John Baldwin [Wed, 24 Jun 2009 21:10:52 +0000 (21:10 +0000)]
Change the ABI of some of the structures used by the SYSV IPC API:
- The uid/cuid members of struct ipc_perm are now uid_t instead of unsigned
short.
- The gid/cgid members of struct ipc_perm are now gid_t instead of unsigned
short.
- The mode member of struct ipc_perm is now mode_t instead of unsigned short
(this is merely a style bug).
- The rather dubious padding fields for ABI compat with SV/I386 have been
removed from struct msqid_ds and struct semid_ds.
- The shm_segsz member of struct shmid_ds is now a size_t instead of an
int. This removes the need for the shm_bsegsz member in struct
shmid_kernel and should allow for complete support of SYSV SHM regions
>= 2GB.
- The shm_nattch member of struct shmid_ds is now an int instead of a
short.
- The shm_internal member of struct shmid_ds is now gone. The internal
VM object pointer for SHM regions has been moved into struct
shmid_kernel.
- The existing __semctl(), msgctl(), and shmctl() system call entries are
now marked COMPAT7 and new versions of those system calls which support
the new ABI are now present.
- The new system calls are assigned to the FBSD-1.1 version in libc. The
FBSD-1.0 symbols in libc now refer to the old COMPAT7 system calls.

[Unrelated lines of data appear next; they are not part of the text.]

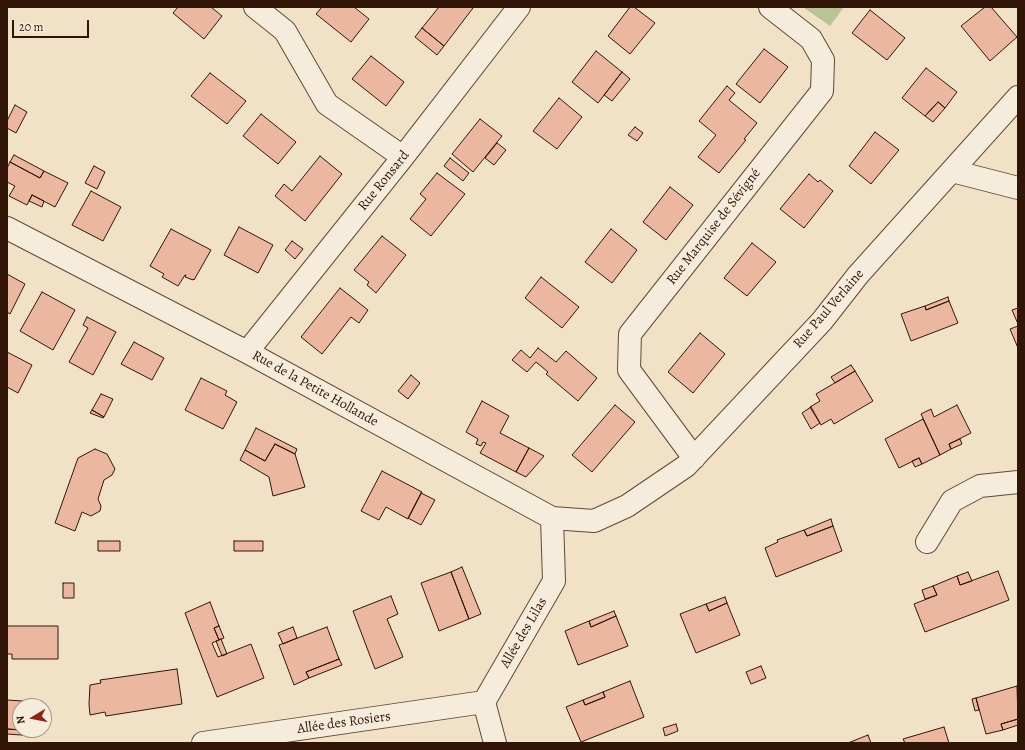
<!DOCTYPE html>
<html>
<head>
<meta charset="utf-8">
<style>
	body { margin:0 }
	#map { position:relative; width:1025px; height:750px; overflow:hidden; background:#f1e2c7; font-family:Alegreya,serif }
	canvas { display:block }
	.frame { position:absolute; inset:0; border:8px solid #311608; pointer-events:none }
	.north { position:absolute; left:12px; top:698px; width:40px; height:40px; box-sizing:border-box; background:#f6ecdb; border:1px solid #a79687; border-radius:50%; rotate:260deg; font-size:11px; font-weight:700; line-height:16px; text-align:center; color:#311608 }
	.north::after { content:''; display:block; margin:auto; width:14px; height:18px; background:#8f2418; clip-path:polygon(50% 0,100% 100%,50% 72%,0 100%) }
	.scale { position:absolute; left:12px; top:20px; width:77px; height:18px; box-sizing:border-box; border:2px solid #311608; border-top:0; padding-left:5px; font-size:12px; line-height:14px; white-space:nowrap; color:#311608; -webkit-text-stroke:3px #f6ecdb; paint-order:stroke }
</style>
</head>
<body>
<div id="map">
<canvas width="1025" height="750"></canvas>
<div class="frame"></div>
<div class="north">N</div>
<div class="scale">20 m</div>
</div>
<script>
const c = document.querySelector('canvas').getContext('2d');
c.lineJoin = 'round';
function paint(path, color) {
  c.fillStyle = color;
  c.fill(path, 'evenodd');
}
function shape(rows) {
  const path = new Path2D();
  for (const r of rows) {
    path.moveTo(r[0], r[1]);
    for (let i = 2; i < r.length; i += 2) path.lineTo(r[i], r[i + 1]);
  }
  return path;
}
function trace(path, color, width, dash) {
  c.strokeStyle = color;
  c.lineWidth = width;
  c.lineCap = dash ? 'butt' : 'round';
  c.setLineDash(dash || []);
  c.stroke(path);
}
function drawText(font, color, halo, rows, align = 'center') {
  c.font = font + ' Alegreya,serif';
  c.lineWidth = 3;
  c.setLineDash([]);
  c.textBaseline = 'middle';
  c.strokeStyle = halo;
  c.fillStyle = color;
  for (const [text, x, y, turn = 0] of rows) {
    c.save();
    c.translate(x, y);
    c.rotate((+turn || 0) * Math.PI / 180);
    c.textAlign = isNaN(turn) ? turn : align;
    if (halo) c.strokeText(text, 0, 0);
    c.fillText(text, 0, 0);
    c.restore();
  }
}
paint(shape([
	[803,7,844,7,830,26]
]), '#b9c396');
const building = shape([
	[178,7,211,7,222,16,204,39,173,13,178,7],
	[322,7,354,7,369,19,351,42,316,14,322,7],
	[439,7,472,7,473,8,444,46,422,28,439,7],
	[630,7,634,7,655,23,630,54,608,36,630,7],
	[985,7,991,7,1017,37,990,61,961,26,985,7],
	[870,10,905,38,887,60,852,33,870,10],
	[422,28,444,46,437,55,415,37,422,28],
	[764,49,788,67,760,103,736,84,764,49],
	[596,51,622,72,598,103,572,82,596,51],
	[371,56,404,82,386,106,352,79,371,56],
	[926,68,957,92,945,108,938,102,925,116,902,98,926,68],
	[622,72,630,79,612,101,604,95,622,72],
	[210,73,246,101,227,124,191,96,210,73],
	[727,86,735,93,729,100,757,123,744,139,746,140,719,173,698,157,716,135,699,121,727,86],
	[559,98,582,117,557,149,533,131,559,98],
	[938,102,945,108,933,122,925,116,938,102],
	[15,105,27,112,16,133,7,128,7,121,15,105],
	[261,114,296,142,278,164,243,136,261,114],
	[480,119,502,136,473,172,452,154,480,119],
	[635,127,643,133,637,141,628,135,635,127],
	[875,132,899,150,871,184,849,166,875,132],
	[497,143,506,150,494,165,485,158,497,143],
	[14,155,44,171,40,178,10,162,14,155],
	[320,156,342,174,305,221,275,196,284,184,292,191,320,156],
	[450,158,469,173,463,181,444,166,450,158],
	[10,162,40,178,44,171,68,183,55,207,32,195,27,205,9,196,15,186,7,182,7,168,10,162],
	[94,166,105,172,97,189,85,183,94,166],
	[437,173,465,194,431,236,410,219,426,199,420,194,437,173],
	[809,174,818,182,820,180,833,191,804,228,780,209,809,174],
	[670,187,693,205,666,240,643,222,670,187],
	[91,191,121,207,103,241,72,225,91,191],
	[32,195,44,201,42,207,29,201,32,195],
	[239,227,273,245,258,273,224,255,239,227],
	[171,229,211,250,194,280,193,279,193,280,185,277,186,275,185,275,178,286,162,277,164,274,150,266,171,229],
	[611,229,637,250,612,283,585,262,611,229],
	[382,236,406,255,376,293,367,285,369,282,354,270,382,236],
	[292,241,303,249,295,259,285,250,292,241],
	[752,243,776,262,747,296,724,278,752,243],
	[7,274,25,284,10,314,7,312,7,274],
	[541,277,579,307,562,328,525,298,541,277],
	[340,288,368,310,359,323,351,317,322,354,301,337,340,288],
	[42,292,75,310,53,350,20,331,42,292],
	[948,297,949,301,926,310,925,306,948,297],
	[949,301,958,323,911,341,901,314,925,306,926,310,949,301],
	[1018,308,1018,324,1012,310,1018,308],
	[87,317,116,332,93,375,69,362,88,328,83,325,87,317],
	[1018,326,1018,348,1010,329,1018,326],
	[700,333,725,354,693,393,668,372,700,333],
	[134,342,164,358,152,380,121,364,134,342],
	[538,348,556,362,566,351,597,378,578,401,546,374,548,372,536,362,527,372,512,360,521,350,530,358,538,348],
	[7,352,32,365,18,393,7,387,7,352],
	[851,365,855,371,835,383,831,377,851,365],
	[855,371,873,401,834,424,831,419,821,425,810,407,820,401,816,394,855,371],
	[411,375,420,383,408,399,398,391,411,375],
	[201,378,227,391,225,395,237,402,223,429,185,410,201,378],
	[101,394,113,399,104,417,92,410,101,394],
	[482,401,509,416,500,433,529,448,516,472,480,453,486,443,483,442,481,446,476,444,478,439,466,432,482,401],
	[615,405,635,422,592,472,572,455,615,405],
	[957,405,971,433,949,444,951,449,940,455,921,414,931,409,934,417,957,405],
	[811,407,820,423,811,429,802,413,811,407],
	[92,410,104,417,103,418,90,413,92,410],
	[923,419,940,455,922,464,919,458,899,468,885,439,923,419],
	[256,428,297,449,295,454,275,444,265,461,245,450,256,428],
	[960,439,962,444,951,449,949,444,960,439],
	[275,444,295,454,305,487,273,496,269,477,240,460,245,450,265,461,275,444],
	[529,448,544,456,526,477,516,472,529,448],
	[95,449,107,454,115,469,112,475,104,480,98,499,101,506,100,511,91,516,82,512,75,531,55,523,78,458,95,449],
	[919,458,922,464,915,467,912,461,919,458],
	[382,471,422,492,408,519,386,507,379,520,361,511,382,471],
	[421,493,435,500,421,525,408,518,421,493],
	[831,519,833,526,807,536,804,530,831,519],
	[833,526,842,551,776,577,765,548,778,542,777,540,804,530,807,536,833,526],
	[98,541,120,541,120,551,98,551,98,541],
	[234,541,263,541,263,551,234,551,234,541],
	[462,567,481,614,469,619,451,572,462,567],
	[998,571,1009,600,925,632,914,604,937,595,933,586,957,576,960,585,998,571],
	[451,572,469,619,439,631,421,583,451,572],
	[968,572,972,581,960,585,957,576,968,572],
	[63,583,74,583,74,598,63,598,63,583],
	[933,586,937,595,925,599,922,590,933,586],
	[391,596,398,614,387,619,403,657,375,669,353,611,391,596],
	[725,597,727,603,709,611,706,604,725,597],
	[210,602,219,626,214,628,219,640,212,643,218,657,251,644,264,678,217,697,185,613,210,602],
	[727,603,740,635,696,653,680,614,706,604,709,611,727,603],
	[614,611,616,616,591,627,589,621,614,611],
	[616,616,628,646,578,665,565,631,589,621,591,627,616,616],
	[7,626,58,626,58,659,12,659,12,654,7,654,7,626],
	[219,626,224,638,219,640,214,628,219,626],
	[293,627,297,638,283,644,278,633,293,627],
	[327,627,339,659,306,672,309,678,294,685,279,645,327,627],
	[221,639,227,654,222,656,216,641,221,639],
	[339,659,342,665,309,678,306,672,339,659],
	[761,666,766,678,751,684,746,672,761,666],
	[177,669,182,704,106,716,105,712,90,715,89,704,90,685,101,683,100,680,177,669],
	[630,681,644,717,581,742,566,707,583,700,585,705,605,697,603,692,630,681],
	[1017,686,1018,719,1001,724,1003,730,986,734,976,698,1017,686],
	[603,692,605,697,585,705,583,700,603,692],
	[976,698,979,710,975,711,972,699,976,698],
	[7,700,38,702,38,706,20,706,20,730,36,730,36,731,7,729,7,700],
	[1018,719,1018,725,1003,730,1001,724,1018,719],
	[676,724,678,731,665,736,663,728,676,724],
	[944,727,949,743,905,743,903,739,944,727],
	[7,729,36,731,35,736,7,734,7,729],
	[868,735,871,743,848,743,868,735]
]);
paint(building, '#ebb7a0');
trace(building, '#311608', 1);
const minor = shape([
	[255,7,285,31,327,104,403,157],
	[952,171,1018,188],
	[7,228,247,352,552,518,594,521,627,506,686,466,822,321,858,275,1018,97],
	[247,352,403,157,519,7],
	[694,458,629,370,630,334,822,91,823,60,811,39,770,7],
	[927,542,952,501,980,486,1018,482],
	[203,743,484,702],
	[495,743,484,702,554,581,552,518]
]);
trace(minor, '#614938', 24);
trace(minor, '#f6ecdb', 22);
drawText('14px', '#311608', '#f6ecdb', [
	["Rue Ronsard",384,181,-51],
	["Rue Marquise de Sévigné",714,227,-52],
	["Rue Paul Verlaine",829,309,-49],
	["Rue de la Petite Hollande",315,389,29],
	["Allée des Lilas",524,633,-60],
	["Allée des Rosiers",344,723,-8]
]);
</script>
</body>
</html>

- A simplistic framework for tagging system calls with compatibility
symbol versions has been added to libc. Version tags are added to
system calls by adding an appropriate __sym_compat() entry to
src/lib/libc/incldue/compat.h. [1]
Andrew Gallatin [Wed, 24 Jun 2009 21:09:56 +0000 (21:09 +0000)]

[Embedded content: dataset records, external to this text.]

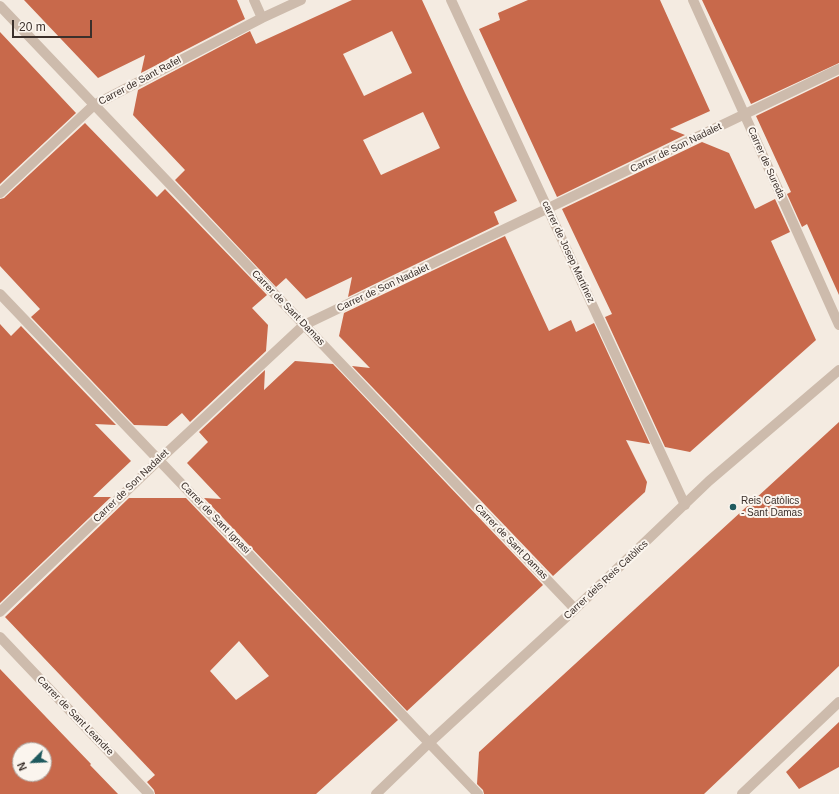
<!DOCTYPE html>
<meta charset="utf-8">
<style>
body{margin:0}
#map{position:relative;width:839px;height:794px;overflow:hidden;background:#f4ebe1;font-family:Helvetica,sans-serif}
canvas{display:block}
.north{position:absolute;left:12px;top:742px;width:40px;height:40px;box-sizing:border-box;background:#fbf5ee;border:1px solid #aea6a0;border-radius:50%;rotate:246deg;font-size:11px;font-weight:700;line-height:16px;text-align:center;color:#3b302b}
.north::after{content:'';display:block;margin:auto;width:14px;height:18px;background:#1f5a5e;clip-path:polygon(50% 0,100% 100%,50% 72%,0 100%)}
.scale{position:absolute;left:12px;top:20px;width:80px;height:18px;box-sizing:border-box;border:2px solid #3b302b;border-top:0;padding-left:5px;font-size:12px;line-height:14px;white-space:nowrap;color:#3b302b;-webkit-text-stroke:3px #fbf5ee;paint-order:stroke}
</style>
<div id="map">
<canvas width="839" height="794"></canvas>
<div class="north">N</div>
<div class="scale">20 m</div>
</div>
<script>
const context = document.querySelector('canvas').getContext('2d');
context.lineJoin = 'round';
function fill(path, color) {
  context.fillStyle = color;
  context.fill(path, 'evenodd');
}
function poly(rows) {
  const path = new Path2D();
  for (const r of rows) {
    path.moveTo(r[0], r[1]);
    for (let i = 2; i < r.length; i += 2) path.lineTo(r[i], r[i + 1]);
  }
  return path;
}
function trace(path, color, width, dash) {
  context.strokeStyle = color;
  context.lineWidth = width;
  context.lineCap = dash ? 'butt' : 'round';
  context.setLineDash(dash || []);
  context.stroke(path);
}
function label(font, color, halo, rows, align = 'center') {
  context.font = font + ' Helvetica,sans-serif';
  context.lineWidth = 4;
  context.setLineDash([]);
  context.textBaseline = 'middle';
  context.strokeStyle = halo;
  context.fillStyle = color;
  for (const [text, x, y, turn = 0] of rows) {
    context.save();
    context.translate(x, y);
    context.rotate((+turn || 0) * Math.PI / 180);
    context.textAlign = isNaN(turn) ? turn : align;
    if (halo) context.strokeText(text, 0, 0);
    context.fillText(text, 0, 0);
    context.restore();
  }
}
fill(poly([
 [24,0,237,0,245,19,141,73,145,55,98,78],
 [352,0,422,0,465,93,517,201,494,212,499,224,348,297,352,277,306,299,286,278,276,287,175,180,185,170,133,115,138,90,250,31,256,44],
 [392,31,412,73,364,96,343,54],
 [423,112,440,148,381,175,363,140],
 [528,0,660,0,710,111,670,129,685,135,557,197,479,29,500,20,498,13],
 [702,0,839,0,839,63,751,104],
 [0,32,76,113,0,184],
 [839,76,839,295,807,224,802,227,787,194,791,192,756,116],
 [85,123,157,197,165,189,267,295,252,308,268,325,266,351,190,422,182,413,167,426,134,425,31,317,40,309,0,266,0,199,4,198],
 [702,142,729,153,755,209,775,199,790,232,771,241,816,340,690,452,665,447,605,317,612,314,562,209],
 [505,236,549,331,571,320,576,332,594,323,650,444,626,440,647,482,645,492,553,576,352,366,370,368,339,336,344,313],
 [0,324,11,336,21,326,116,425,95,424,131,461,93,497,111,497,0,603],
 [295,361,333,364,543,585,407,711,204,498,221,499,187,463,208,442,199,432,265,370,264,390],
 [839,422,839,666,704,794,484,794,483,790,477,784,479,752],
 [129,498,186,498,398,720,316,794,155,794,154,790,147,782,155,775,5,617],
 [239,641,269,676,236,700,210,671],
 [0,669,91,764,90,765,118,794,0,794],
 [20,750,44,750,44,774,20,774],
 [839,722,839,767,799,789,786,772]
]), '#c8694b');
trace(poly([
 [254,0,262,18],
 [451,0,685,505],
 [693,0,839,325],
 [0,6,575,609],
 [0,193,94,105,262,18,301,0],
 [0,294,478,794],
 [0,612,159,460,304,325,839,69],
 [0,637,149,794],
 [742,794,839,702]
]), '#cdbbac', 10);
trace(poly([
 [376,794,429,743,575,609,709,481,839,370]
]), '#cdbbac', 10);
for (const [x, y, r, color] of [
 [733,507,4,"#1f5a5e"]
]) {
  const dot = new Path2D();
  dot.arc(x, y, r, 0, 2 * Math.PI);
  context.fillStyle = color;
  context.fill(dot);
  trace(dot, '#fbf5ee', 1.5);
}
label('10px', '#3b302b', '#fbf5ee', [
 ["Carrer de Sant Rafel",140,81,-28],
 ["Carrer de Son Nadalet",676,148,-26],
 ["Carrer de Sureda",766,163,66],
 ["carrer de Josep Martínez",568,252,65],
 ["Carrer de Son Nadalet",383,288,-25],
 ["Carrer de Sant Damas",288,308,46],
 ["Carrer de Son Nadalet",131,486,-44],
 ["Carrer de Sant Ignasi",215,518,46],
 ["Carrer de Sant Damas",511,542,46],
 ["Carrer dels Reis Catòlics",606,580,-43],
 ["Carrer de Sant Leandre",75,716,46]
]);
label('10px', '#3b302b', '#fbf5ee', [
 ["Reis Catòlics",741,501],
 ["- Sant Damas",741,513]
], 'left');
</script>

Add a dying flag to prevent races at detach.
I tried re-ordering ether_ifdetach(), but this created a new race
where sometimes, when under heavy receive load (>1Mpps) and running
tcpdump, the machine would panic. At panic, the ithread was still in
the original (not dead) if_input() path, and was accessing stale BPF
data structs. By using a dying flag, I can close the interface prior
to if_detach() to be certain the interface cannot send packets up in
the middle of ether_ifdetach.
Robert Watson [Wed, 24 Jun 2009 21:00:25 +0000 (21:00 +0000)]
Convert netinet6 to using queue(9) rather than hand-crafted linked lists
for the global IPv6 address list (in6_ifaddr -> in6_ifaddrhead). Adopt
the code styles and conventions present in netinet where possible.
Robert Watson [Wed, 24 Jun 2009 20:57:50 +0000 (20:57 +0000)]
Use queue(9) instead of hand-crafted link lists for the global IPX
address list (ipx_ifaddr -> ipx_ifaddrhead), and generally adopt the
naming and usage conventions found in netinet.
Marius Strobl [Wed, 24 Jun 2009 20:56:06 +0000 (20:56 +0000)]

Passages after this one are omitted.